* Problem requirements *
Return each line of the data below verbatim; pictures are to be left out.

BEGIN Material for this task

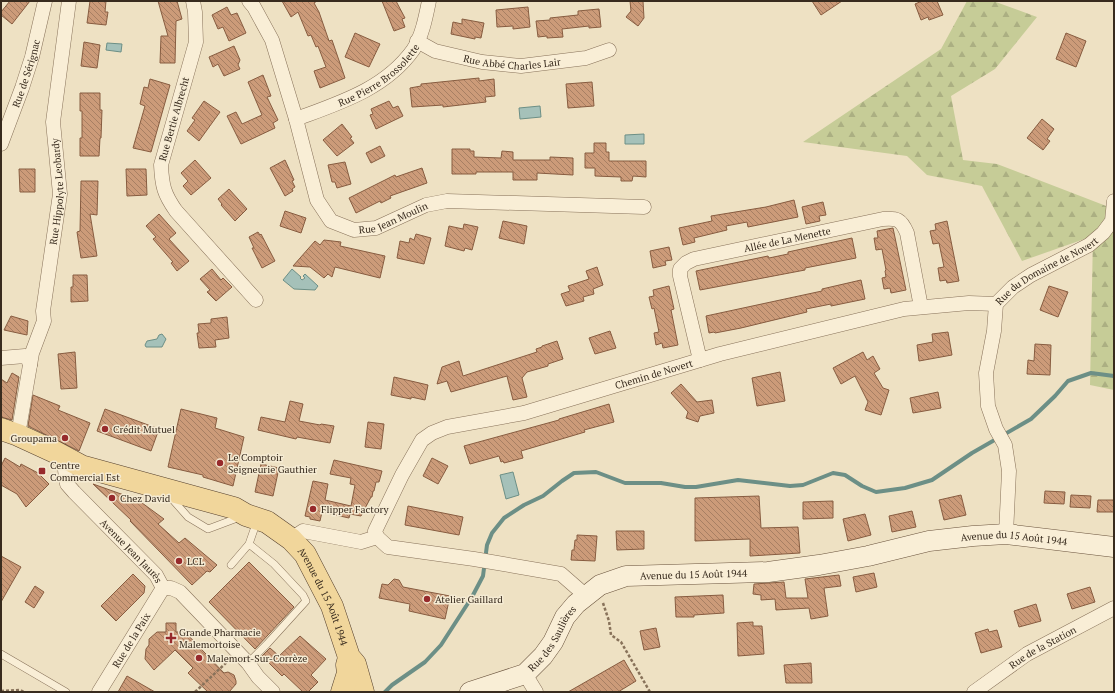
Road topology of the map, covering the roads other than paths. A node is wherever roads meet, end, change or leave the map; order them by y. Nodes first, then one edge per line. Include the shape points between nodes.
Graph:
1 (45, 1) edge
2 (69, 1) edge
3 (192, 1) edge
4 (249, 1) edge
5 (430, 1) edge
6 (417, 41) junction
7 (609, 50) dead end
8 (296, 119) junction
9 (1, 144) edge
10 (1114, 201) edge
11 (644, 207) dead end
12 (256, 300) dead end
13 (996, 304) junction
14 (921, 307) junction
15 (43, 311) junction
16 (5, 357) edge
17 (700, 360) junction
18 (30, 365) junction
19 (7, 434) edge
20 (75, 470) junction
21 (252, 517) junction
22 (1006, 534) junction
23 (377, 538) junction
24 (291, 539) junction
25 (249, 544) junction
26 (1114, 547) edge
27 (231, 566) dead end
28 (163, 588) junction
29 (593, 590) junction
30 (1114, 608) edge
31 (1, 654) edge
32 (349, 657) junction
33 (248, 663) junction
34 (525, 674) junction
35 (66, 692) edge
36 (99, 692) edge
37 (273, 692) edge
38 (342, 692) edge
39 (363, 692) edge
40 (470, 692) edge
41 (536, 692) edge
42 (974, 692) edge

1 - 9 street, Rue de Sérignac via 32,57
2 - 15 street, Rue Hippolyte Leobardy via 53,122 60,194
3 - 12 street, Rue Bertie Albrecht via 196,12 196,42 161,165 162,181 167,198 176,210
4 - 8 street, Rue Jean Moulin via 272,40
5 - 6 street, Rue Pierre Brossolette
6 - 7 street, Rue Abbé Charles Lair via 442,53 482,62 521,66 586,58
6 - 8 street, Rue Pierre Brossolette via 395,69 375,86 352,98
8 - 11 street, Rue Jean Moulin via 316,200 331,221 354,230 376,228 426,206 447,201
10 - 13 street, Rue du Domaine de Novert via 1112,220 1103,234 1089,245 1031,275 1013,287
13 - 14 street, Chemin de Novert via 969,302
13 - 22 street, Rue du Domaine de Novert via 986,373 988,406 1005,445 1009,471
14 - 17 street, Chemin de Novert via 904,309
14 - 17 street, Allée de La Menette via 907,232 903,223 895,219 883,219 694,259 686,262 680,269 680,276
15 - 16 street, Rue Hippolyte Leobardy via 37,318 29,345
15 - 18 street, Rue Hippolyte Leobardy via 44,321
16 - 18 street, Rue Hippolyte Leobardy via 24,356
17 - 23 street, Chemin de Novert via 524,413 448,427 432,433 422,440 402,474 375,532
18 - 19 street, Rue Hippolyte Leobardy
19 - 20 main road via 45,457
19 - 20 main road via 55,452
20 - 21 main road, Avenue du 15 Août 1944 via 234,508
20 - 21 main road, Avenue du 15 Août 1944 via 97,481 110,482 232,515
20 - 28 street, Avenue Jean Jaurès via 67,484 156,575
21 - 24 main road, Avenue du 15 Août 1944 via 267,522
21 - 25 lane
22 - 26 main road, Avenue du 15 Août 1944
22 - 29 main road, Avenue du 15 Août 1944 via 929,541 868,556 768,572 626,576
23 - 24 street, Avenue du 15 Août 1944 via 360,542 303,531
23 - 29 street via 388,547 561,574
24 - 32 main road, Avenue du 15 Août 1944 via 305,554 323,587
25 - 27 lane
25 - 33 lane via 274,564 306,601
28 - 33 street, Avenue Jean Jaurès via 180,592
28 - 36 street, Rue de la Paix
29 - 34 main road, Rue des Saulières via 565,617 553,642
30 - 42 street, Rue de la Station via 1027,654
31 - 35 lane
32 - 38 main road, Avenue du 15 Août 1944 via 348,673
32 - 39 main road, Avenue du 15 Août 1944 via 355,664
33 - 37 street, Avenue Jean Jaurès
34 - 40 main road, Rue des Saulières
34 - 41 street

END Material for this task

* Output below *
Road topology of the map, covering the roads other than paths. A node is wherever roads meet, end, change or leave the map; order them by y. Nodes first, then one edge per line. Include the shape points between nodes.
Graph:
1 (45, 1) edge
2 (69, 1) edge
3 (192, 1) edge
4 (249, 1) edge
5 (430, 1) edge
6 (417, 41) junction
7 (609, 50) dead end
8 (296, 119) junction
9 (1, 144) edge
10 (1114, 201) edge
11 (644, 207) dead end
12 (256, 300) dead end
13 (996, 304) junction
14 (921, 307) junction
15 (43, 311) junction
16 (5, 357) edge
17 (700, 360) junction
18 (30, 365) junction
19 (7, 434) edge
20 (75, 470) junction
21 (252, 517) junction
22 (1006, 534) junction
23 (377, 538) junction
24 (291, 539) junction
25 (249, 544) junction
26 (1114, 547) edge
27 (231, 566) dead end
28 (163, 588) junction
29 (593, 590) junction
30 (1114, 608) edge
31 (1, 654) edge
32 (349, 657) junction
33 (248, 663) junction
34 (525, 674) junction
35 (66, 692) edge
36 (99, 692) edge
37 (273, 692) edge
38 (342, 692) edge
39 (363, 692) edge
40 (470, 692) edge
41 (536, 692) edge
42 (974, 692) edge

1 - 9 street, Rue de Sérignac via 32,57
2 - 15 street, Rue Hippolyte Leobardy via 53,122 60,194
3 - 12 street, Rue Bertie Albrecht via 196,12 196,42 161,165 162,181 167,198 176,210
4 - 8 street, Rue Jean Moulin via 272,40
5 - 6 street, Rue Pierre Brossolette
6 - 7 street, Rue Abbé Charles Lair via 442,53 482,62 521,66 586,58
6 - 8 street, Rue Pierre Brossolette via 395,69 375,86 352,98
8 - 11 street, Rue Jean Moulin via 316,200 331,221 354,230 376,228 426,206 447,201
10 - 13 street, Rue du Domaine de Novert via 1112,220 1103,234 1089,245 1031,275 1013,287
13 - 14 street, Chemin de Novert via 969,302
13 - 22 street, Rue du Domaine de Novert via 986,373 988,406 1005,445 1009,471
14 - 17 street, Chemin de Novert via 904,309
14 - 17 street, Allée de La Menette via 907,232 903,223 895,219 883,219 694,259 686,262 680,269 680,276
15 - 16 street, Rue Hippolyte Leobardy via 37,318 29,345
15 - 18 street, Rue Hippolyte Leobardy via 44,321
16 - 18 street, Rue Hippolyte Leobardy via 24,356
17 - 23 street, Chemin de Novert via 524,413 448,427 432,433 422,440 402,474 375,532
18 - 19 street, Rue Hippolyte Leobardy
19 - 20 main road via 45,457
19 - 20 main road via 55,452
20 - 21 main road, Avenue du 15 Août 1944 via 234,508
20 - 21 main road, Avenue du 15 Août 1944 via 97,481 110,482 232,515
20 - 28 street, Avenue Jean Jaurès via 67,484 156,575
21 - 24 main road, Avenue du 15 Août 1944 via 267,522
21 - 25 lane
22 - 26 main road, Avenue du 15 Août 1944
22 - 29 main road, Avenue du 15 Août 1944 via 929,541 868,556 768,572 626,576
23 - 24 street, Avenue du 15 Août 1944 via 360,542 303,531
23 - 29 street via 388,547 561,574
24 - 32 main road, Avenue du 15 Août 1944 via 305,554 323,587
25 - 27 lane
25 - 33 lane via 274,564 306,601
28 - 33 street, Avenue Jean Jaurès via 180,592
28 - 36 street, Rue de la Paix
29 - 34 main road, Rue des Saulières via 565,617 553,642
30 - 42 street, Rue de la Station via 1027,654
31 - 35 lane
32 - 38 main road, Avenue du 15 Août 1944 via 348,673
32 - 39 main road, Avenue du 15 Août 1944 via 355,664
33 - 37 street, Avenue Jean Jaurès
34 - 40 main road, Rue des Saulières
34 - 41 street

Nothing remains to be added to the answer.